Si le trouble persiste au-delà de 2 mois ou s’ il nuit vraiment à l’intelligibilité du patient, il faut alors consulter l’orthophoniste comme le suggère l’ORL de Gaspard. Dans le cas de ce dernier on le comprend toujours bien donc soit cela va rentrer dans l’ordre, soit il aura besoin de quelques séances avec l’orthophoniste.
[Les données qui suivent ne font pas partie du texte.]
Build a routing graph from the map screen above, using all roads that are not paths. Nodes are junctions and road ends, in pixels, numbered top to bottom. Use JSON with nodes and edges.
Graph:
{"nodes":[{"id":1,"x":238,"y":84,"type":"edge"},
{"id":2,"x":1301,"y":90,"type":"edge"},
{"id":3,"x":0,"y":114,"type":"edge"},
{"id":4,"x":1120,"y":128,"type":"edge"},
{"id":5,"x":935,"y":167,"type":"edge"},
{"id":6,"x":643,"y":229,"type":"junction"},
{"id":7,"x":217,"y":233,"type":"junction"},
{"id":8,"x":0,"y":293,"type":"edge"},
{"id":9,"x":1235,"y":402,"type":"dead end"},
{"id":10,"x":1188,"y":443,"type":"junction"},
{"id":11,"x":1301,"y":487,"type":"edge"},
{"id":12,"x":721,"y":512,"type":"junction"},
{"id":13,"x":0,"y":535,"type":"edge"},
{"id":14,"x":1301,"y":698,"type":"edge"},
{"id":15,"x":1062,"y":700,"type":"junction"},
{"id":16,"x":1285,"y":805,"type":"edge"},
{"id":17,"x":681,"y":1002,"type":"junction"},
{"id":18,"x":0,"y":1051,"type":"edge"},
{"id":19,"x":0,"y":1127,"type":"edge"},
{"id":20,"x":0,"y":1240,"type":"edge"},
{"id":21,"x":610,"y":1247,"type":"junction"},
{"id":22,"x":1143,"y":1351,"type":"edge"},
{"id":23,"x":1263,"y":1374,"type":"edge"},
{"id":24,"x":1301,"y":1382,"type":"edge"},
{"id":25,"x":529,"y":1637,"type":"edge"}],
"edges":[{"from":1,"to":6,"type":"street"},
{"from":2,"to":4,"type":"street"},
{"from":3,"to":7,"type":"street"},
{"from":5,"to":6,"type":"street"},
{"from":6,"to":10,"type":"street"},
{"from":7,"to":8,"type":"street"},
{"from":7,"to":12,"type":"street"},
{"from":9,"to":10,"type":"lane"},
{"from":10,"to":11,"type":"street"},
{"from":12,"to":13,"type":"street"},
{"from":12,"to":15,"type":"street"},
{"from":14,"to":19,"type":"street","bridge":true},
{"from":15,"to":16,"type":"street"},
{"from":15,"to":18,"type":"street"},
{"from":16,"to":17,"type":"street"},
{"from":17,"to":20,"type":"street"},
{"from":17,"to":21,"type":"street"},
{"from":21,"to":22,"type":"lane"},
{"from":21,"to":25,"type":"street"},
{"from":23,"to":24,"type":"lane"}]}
L’orthophoniste va évaluer les conséquences de l’amygdalectomie (opération des amygdales) en observant dans la bouche de Gaspard comment bouge le voile du palais, s’il est loin du fond quand il parle. On testera aussi sur un petit miroir s’il y a de l’air qui fuit de son nez sur les sons où normalement le voile doit être bien fermé. Et bien sûr il écoutera le patient dans différentes situations de parole : discussion libre, lecture à voix haute, pendant qu’il compte…
Il sera possible d’apprendre à mieux bouger les muscles du voile, à les sentir quand ils se contractent. Pour cela, Gaspard va faire des exercices sous forme de jeux (aspirer, souffler en contrôlant l’air) et apprendre à reconnaître quand il prononce bien ou non. Il sera important de refaire ces exercices quelques minutes chaque jour à la maison. Normalement en 3 à 6 mois se sera corrigé tout en gardant le bénéfice de l’opération.
Et si l’orthophonie ne suffit pas ?
Si le trouble est vraiment persistant et gênant, avec un retentissement sur la vie sociale de l’enfant alors il faudra prévoir une consultation spécialisée. Ce sera le cas aussi si, suite à l’amygdalectomie, il y a des passages de liquides ou d’aliments lors des repas par le nez. L’orthophoniste pourra alors vous adresser dans le centre de compétence Maface le plus proche de votre domicile.
Les effets indésirables de l’amygdalectomie (opération des amygdales) et/ou de l’adénoïdectomie (opération des végétations) sont rares mais bien connus. Il ne faut pas hésiter à en parler au chirurgien de votre enfant si vous constatez que sa voix a été modifiée par l’opération. Il pourra alors vous orienter vers l’orthophoniste.
Si les soins orthophoniques sont insuffisants, on se dirigera vers les centres spécialisés Maface dont les coordonnées sont disponibles sur le site de la filière maladies rares : tete-cou.fr
A noter que pour les enfants nés avec une fente palatine, il est indispensable de parler au chirurgien qui le suit de tous les projets relatifs aux amygdales et aux végétations afin de mesurer les bénéfices et conséquences d’un tel geste.
Les adultes peuvent aussi être opérés des amygdales, notamment en cas d’apnée du sommeil. Cet article s’applique aussi à eux, ils peuvent donc consulter l’orthophoniste.